- _TASK INSTRUCTIONS_
A bare number is the expected answer: the count of lines in the data holding "EAST".

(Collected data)
-*-*-
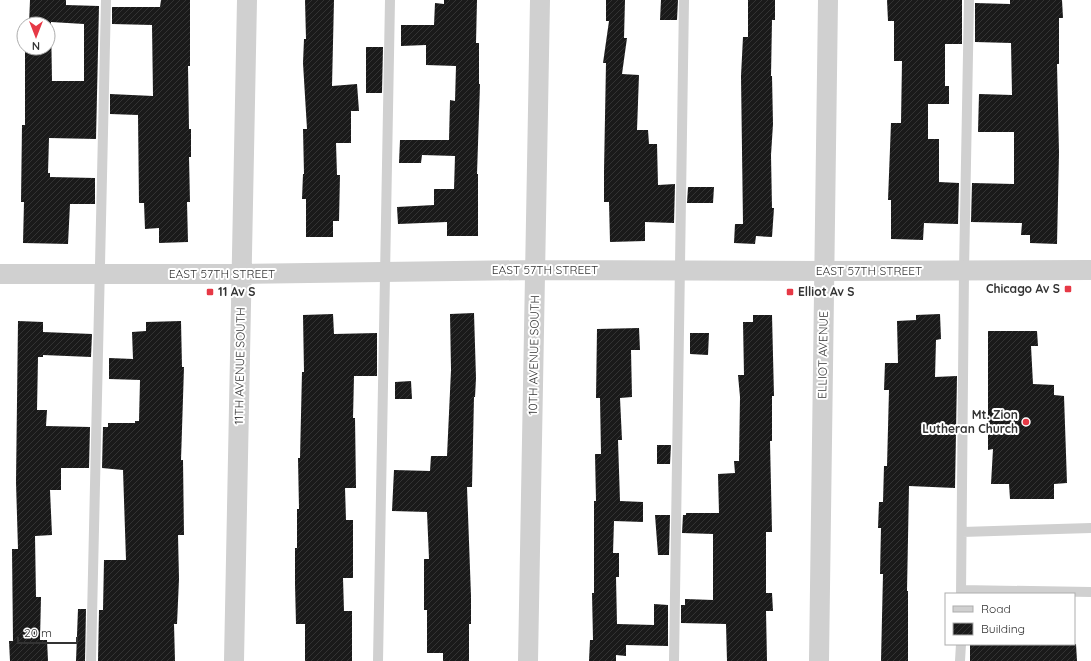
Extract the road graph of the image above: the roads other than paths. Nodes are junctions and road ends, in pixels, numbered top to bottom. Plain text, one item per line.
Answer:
1 (106, 0) edge
2 (248, 0) edge
3 (390, 0) edge
4 (540, 0) edge
5 (684, 0) edge
6 (828, 0) edge
7 (970, 0) edge
8 (536, 270) junction
9 (680, 270) junction
10 (1091, 270) edge
11 (385, 271) junction
12 (964, 271) junction
13 (825, 272) junction
14 (0, 274) edge
15 (100, 274) junction
16 (242, 274) junction
17 (1091, 528) edge
18 (962, 532) junction
19 (961, 592) edge
20 (1091, 592) edge
21 (961, 645) edge
22 (91, 661) edge
23 (234, 661) edge
24 (378, 661) edge
25 (528, 661) edge
26 (674, 661) edge
27 (818, 661) edge
28 (960, 661) edge

1 - 15 lane
2 - 16 street, 11TH AVENUE SOUTH
3 - 11 lane
4 - 8 street, 10TH AVENUE SOUTH
5 - 9 lane
6 - 13 street, ELLIOT AVENUE
7 - 12 lane
8 - 9 street, EAST 57TH STREET
8 - 11 street, EAST 57TH STREET
8 - 25 street, 10TH AVENUE SOUTH
9 - 13 street, EAST 57TH STREET
9 - 26 lane
10 - 12 street, EAST 57TH STREET
11 - 16 street, EAST 57TH STREET
11 - 24 lane
12 - 13 street, EAST 57TH STREET
12 - 18 lane
13 - 27 street, ELLIOT AVENUE
14 - 15 street, EAST 57TH STREET
15 - 16 street, EAST 57TH STREET
15 - 22 lane
16 - 23 street, 11TH AVENUE SOUTH
17 - 18 lane
18 - 19 lane
19 - 20 lane
21 - 28 lane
-*-*-
- _ANSWER AREA_
8